We take the bad guy into one of the district holding cells and conduct a more thorough search. I have the bad guy spread his legs as far as he can, I grasp him firmly by the back of his belt and I give him a good shake. Sure enough the keys fall from his rear end down his pant leg to the floor. It gave me a bit of satisfaction to find the keys and realize I wasn’t going crazy.

That satisfaction diminished in traffic court a month later when the judge stated that I had no probable cause to pull over this poor driver. He had convinced the judge that he wasn’t passed out, his car had just died at the light and he was trying to start it up again. Now I know that judges aren’t supposed to consider anything after the traffic stop when trying to determine the validity of the initial stop, but come on! A drunk driver who climbed into the passenger seat and hid car keys in his butt walked out of court that day because the judge believed him over me. I’ve learned to sleep well at night knowing that I did what I was supposed to do.

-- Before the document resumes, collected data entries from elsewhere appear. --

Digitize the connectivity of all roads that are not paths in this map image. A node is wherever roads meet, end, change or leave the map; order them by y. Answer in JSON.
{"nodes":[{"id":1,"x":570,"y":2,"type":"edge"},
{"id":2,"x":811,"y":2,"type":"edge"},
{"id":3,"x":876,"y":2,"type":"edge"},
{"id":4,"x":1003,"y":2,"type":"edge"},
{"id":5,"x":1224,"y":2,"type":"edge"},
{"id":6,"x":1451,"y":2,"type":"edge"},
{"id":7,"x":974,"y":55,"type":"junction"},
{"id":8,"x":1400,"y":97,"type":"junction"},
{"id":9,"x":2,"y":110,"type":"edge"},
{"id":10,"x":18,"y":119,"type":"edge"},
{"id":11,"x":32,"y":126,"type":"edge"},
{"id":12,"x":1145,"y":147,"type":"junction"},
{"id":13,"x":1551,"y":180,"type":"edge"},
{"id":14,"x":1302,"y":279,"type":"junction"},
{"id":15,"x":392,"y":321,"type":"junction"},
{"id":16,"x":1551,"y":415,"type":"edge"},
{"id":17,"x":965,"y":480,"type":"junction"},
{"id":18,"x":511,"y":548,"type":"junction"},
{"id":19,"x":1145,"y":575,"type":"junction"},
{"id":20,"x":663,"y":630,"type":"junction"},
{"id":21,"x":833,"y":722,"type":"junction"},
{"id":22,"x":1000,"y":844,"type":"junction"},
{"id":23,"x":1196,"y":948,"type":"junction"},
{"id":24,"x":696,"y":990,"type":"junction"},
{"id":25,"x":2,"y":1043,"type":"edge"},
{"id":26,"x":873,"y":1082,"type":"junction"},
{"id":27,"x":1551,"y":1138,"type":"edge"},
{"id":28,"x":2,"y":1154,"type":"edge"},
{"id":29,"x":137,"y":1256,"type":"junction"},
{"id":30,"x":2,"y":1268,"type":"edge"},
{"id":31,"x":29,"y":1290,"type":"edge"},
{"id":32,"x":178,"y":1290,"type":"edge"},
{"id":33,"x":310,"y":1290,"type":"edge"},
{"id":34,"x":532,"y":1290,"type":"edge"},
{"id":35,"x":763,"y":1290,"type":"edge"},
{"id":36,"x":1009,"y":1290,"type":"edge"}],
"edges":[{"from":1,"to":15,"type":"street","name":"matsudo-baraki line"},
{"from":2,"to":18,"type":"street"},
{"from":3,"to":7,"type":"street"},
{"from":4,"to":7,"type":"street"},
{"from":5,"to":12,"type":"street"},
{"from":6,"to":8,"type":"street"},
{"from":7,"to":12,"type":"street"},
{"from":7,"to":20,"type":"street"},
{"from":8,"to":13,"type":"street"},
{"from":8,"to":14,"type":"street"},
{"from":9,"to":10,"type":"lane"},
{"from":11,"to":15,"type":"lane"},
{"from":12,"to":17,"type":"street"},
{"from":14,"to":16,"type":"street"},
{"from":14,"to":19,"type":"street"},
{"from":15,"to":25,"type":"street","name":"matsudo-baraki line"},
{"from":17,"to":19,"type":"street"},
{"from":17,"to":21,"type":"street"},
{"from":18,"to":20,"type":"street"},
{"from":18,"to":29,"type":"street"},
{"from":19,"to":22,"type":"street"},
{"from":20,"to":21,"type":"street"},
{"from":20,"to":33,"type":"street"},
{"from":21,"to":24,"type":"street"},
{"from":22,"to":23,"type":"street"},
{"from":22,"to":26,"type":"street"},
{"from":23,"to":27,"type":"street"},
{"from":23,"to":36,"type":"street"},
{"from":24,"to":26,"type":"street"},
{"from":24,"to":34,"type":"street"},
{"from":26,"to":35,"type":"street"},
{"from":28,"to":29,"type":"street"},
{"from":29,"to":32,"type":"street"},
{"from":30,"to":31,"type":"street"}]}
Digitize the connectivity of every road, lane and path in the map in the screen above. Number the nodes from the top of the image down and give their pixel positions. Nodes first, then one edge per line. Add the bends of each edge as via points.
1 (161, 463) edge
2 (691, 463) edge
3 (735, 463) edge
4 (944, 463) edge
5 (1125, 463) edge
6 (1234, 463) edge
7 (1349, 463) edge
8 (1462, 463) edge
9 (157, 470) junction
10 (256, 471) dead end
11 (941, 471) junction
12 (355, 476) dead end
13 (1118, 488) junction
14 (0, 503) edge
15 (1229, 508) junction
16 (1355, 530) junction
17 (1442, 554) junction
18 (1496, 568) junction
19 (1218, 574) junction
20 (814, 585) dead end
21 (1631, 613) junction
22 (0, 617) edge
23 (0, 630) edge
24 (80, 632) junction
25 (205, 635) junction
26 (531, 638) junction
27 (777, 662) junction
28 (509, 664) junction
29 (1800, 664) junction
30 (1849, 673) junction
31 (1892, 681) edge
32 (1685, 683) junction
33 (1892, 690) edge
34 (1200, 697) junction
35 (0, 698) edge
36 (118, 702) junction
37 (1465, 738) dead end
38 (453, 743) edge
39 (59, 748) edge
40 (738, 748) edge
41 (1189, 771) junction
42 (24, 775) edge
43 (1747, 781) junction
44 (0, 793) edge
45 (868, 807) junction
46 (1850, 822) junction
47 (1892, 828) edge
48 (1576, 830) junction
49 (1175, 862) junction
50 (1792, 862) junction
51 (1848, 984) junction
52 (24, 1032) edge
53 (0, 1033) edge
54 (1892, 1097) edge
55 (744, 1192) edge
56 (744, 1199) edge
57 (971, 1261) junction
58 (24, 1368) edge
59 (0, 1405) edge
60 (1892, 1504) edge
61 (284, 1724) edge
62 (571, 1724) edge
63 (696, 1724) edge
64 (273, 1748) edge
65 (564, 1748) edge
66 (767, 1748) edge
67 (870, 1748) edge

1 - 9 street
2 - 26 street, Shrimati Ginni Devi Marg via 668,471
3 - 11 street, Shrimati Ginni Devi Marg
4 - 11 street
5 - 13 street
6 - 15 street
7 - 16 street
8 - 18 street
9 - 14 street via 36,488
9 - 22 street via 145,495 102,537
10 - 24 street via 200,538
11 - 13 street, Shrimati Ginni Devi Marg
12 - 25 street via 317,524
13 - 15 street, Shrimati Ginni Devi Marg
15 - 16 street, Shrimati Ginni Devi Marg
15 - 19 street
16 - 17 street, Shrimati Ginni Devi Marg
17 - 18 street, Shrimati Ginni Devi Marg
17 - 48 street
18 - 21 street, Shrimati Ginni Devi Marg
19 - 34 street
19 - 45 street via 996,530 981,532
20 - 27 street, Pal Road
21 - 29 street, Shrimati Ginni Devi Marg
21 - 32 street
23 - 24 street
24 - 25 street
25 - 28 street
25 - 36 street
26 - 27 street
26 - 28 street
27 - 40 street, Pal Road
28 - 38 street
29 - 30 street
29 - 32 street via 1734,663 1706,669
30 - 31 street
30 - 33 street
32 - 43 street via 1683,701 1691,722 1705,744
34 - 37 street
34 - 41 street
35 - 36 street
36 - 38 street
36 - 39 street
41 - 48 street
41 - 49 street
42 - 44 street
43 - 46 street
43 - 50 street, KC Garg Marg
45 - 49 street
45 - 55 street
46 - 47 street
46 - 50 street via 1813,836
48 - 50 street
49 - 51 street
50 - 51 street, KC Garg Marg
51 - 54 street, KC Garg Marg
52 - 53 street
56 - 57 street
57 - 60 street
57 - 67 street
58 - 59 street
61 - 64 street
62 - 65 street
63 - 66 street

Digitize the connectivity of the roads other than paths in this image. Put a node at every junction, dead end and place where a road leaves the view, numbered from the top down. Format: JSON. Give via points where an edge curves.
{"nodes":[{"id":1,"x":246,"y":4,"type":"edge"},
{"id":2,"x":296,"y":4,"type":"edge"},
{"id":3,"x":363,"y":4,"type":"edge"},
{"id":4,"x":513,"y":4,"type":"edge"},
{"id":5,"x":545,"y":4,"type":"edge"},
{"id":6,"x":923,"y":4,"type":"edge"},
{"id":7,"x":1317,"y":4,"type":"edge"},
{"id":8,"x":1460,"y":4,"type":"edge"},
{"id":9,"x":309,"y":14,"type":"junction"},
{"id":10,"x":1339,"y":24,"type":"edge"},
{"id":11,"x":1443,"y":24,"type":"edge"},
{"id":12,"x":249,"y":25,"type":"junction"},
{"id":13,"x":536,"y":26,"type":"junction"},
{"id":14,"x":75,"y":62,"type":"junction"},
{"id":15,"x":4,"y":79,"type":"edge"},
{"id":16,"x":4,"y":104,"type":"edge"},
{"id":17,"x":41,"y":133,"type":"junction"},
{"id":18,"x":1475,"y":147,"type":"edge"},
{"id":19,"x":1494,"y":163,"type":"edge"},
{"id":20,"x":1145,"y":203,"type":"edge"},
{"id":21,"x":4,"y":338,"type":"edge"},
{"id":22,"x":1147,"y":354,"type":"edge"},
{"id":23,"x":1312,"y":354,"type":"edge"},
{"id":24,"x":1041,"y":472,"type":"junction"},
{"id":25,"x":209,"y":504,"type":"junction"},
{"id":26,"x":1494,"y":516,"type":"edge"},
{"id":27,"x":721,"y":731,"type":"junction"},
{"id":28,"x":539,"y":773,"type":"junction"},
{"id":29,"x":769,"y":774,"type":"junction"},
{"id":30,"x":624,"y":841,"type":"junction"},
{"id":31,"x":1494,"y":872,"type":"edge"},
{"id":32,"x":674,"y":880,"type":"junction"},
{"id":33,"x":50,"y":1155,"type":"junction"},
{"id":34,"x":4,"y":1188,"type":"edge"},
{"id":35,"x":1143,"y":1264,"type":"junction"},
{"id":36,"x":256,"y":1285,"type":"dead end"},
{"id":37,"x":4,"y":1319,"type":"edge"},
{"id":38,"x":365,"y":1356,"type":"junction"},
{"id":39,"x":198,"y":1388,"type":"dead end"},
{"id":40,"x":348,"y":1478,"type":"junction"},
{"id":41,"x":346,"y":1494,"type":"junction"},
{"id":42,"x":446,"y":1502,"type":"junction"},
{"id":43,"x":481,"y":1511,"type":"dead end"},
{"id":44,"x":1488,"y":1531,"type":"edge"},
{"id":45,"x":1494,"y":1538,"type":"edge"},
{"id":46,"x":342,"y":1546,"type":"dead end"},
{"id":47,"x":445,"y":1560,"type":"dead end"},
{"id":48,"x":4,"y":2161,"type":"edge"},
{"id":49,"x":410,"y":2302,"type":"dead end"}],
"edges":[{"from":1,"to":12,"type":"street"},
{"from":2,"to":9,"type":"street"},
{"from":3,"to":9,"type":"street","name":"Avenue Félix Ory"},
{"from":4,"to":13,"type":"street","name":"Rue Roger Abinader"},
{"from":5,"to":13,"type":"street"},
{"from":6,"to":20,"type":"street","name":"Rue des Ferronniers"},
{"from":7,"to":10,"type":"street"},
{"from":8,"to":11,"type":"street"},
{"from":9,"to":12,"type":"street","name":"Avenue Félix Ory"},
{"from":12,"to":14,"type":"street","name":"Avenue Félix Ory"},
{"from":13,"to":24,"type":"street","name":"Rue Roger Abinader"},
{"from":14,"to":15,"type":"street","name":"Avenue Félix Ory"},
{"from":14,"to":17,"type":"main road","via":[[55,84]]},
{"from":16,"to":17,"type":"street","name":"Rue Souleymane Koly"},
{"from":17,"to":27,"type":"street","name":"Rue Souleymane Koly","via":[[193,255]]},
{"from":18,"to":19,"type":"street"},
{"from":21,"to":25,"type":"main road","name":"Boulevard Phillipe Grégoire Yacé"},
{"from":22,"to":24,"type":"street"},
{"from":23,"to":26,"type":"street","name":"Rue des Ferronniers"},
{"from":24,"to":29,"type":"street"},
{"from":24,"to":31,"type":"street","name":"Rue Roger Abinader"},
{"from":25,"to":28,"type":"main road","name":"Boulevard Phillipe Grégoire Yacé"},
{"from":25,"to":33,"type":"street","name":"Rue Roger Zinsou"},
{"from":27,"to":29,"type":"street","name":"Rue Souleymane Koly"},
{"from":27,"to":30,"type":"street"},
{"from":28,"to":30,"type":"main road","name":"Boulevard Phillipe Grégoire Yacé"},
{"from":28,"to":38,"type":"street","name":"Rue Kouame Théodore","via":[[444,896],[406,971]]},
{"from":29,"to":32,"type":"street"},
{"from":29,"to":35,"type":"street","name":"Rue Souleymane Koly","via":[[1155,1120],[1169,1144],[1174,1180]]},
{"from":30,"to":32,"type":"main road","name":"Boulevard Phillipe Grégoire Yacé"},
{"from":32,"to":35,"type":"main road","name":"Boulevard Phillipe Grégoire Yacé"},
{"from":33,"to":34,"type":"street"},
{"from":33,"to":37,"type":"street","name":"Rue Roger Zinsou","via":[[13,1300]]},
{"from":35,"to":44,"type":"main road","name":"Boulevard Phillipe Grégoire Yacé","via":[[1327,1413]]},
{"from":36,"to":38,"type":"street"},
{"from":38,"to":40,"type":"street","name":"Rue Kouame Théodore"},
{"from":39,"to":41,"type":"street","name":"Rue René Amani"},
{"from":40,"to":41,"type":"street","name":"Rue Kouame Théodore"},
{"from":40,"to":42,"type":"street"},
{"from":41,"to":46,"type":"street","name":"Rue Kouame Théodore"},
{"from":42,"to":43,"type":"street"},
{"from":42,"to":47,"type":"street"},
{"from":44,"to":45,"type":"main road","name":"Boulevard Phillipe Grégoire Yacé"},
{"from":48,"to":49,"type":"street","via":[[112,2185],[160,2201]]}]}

So these are just a few examples of instances that I foolishly believed to be unique. Now it’s your turn to share in the comment section that recurring episode that you mistakenly believed to be one of a kind.

Showing 4 comments

  • John M. Wills

    The times when someone runs from the police and after you finally catch the person you ask him, “Why did you run?” Answer? “I was afraid.” Really? I’m in a marked car and in full uniform and you’re afraid? The reason he ran soon becomes evident when you find drugs or weapons on him. The next excuse, Jim, is your example: “These aren’t my pants.”

    • Jay Padar

      Exactly, John. This scenario happens over and over again on a daily basis in Chicago. Thanks for commenting.

  • Holli Castillo

    Being an attorney who occasionally gets pulled over, I usually just tell the truth. I didn’t realize I was speeding, the light was actually only pink, etc. The only time I really wanted to get pulled over was when I was on my way to the hospital to have my first child and was in extreme pain with hard labor pains and my husband makes that the first time in his life not to speed, run a stop sign, traffic light, change lanes, etc. I would have SO appreciated a police escort! Of course we didn’t get stopped.

  • Jay Padar

    So typical, Holli, never a cop when you need one. Thanks for joining us today.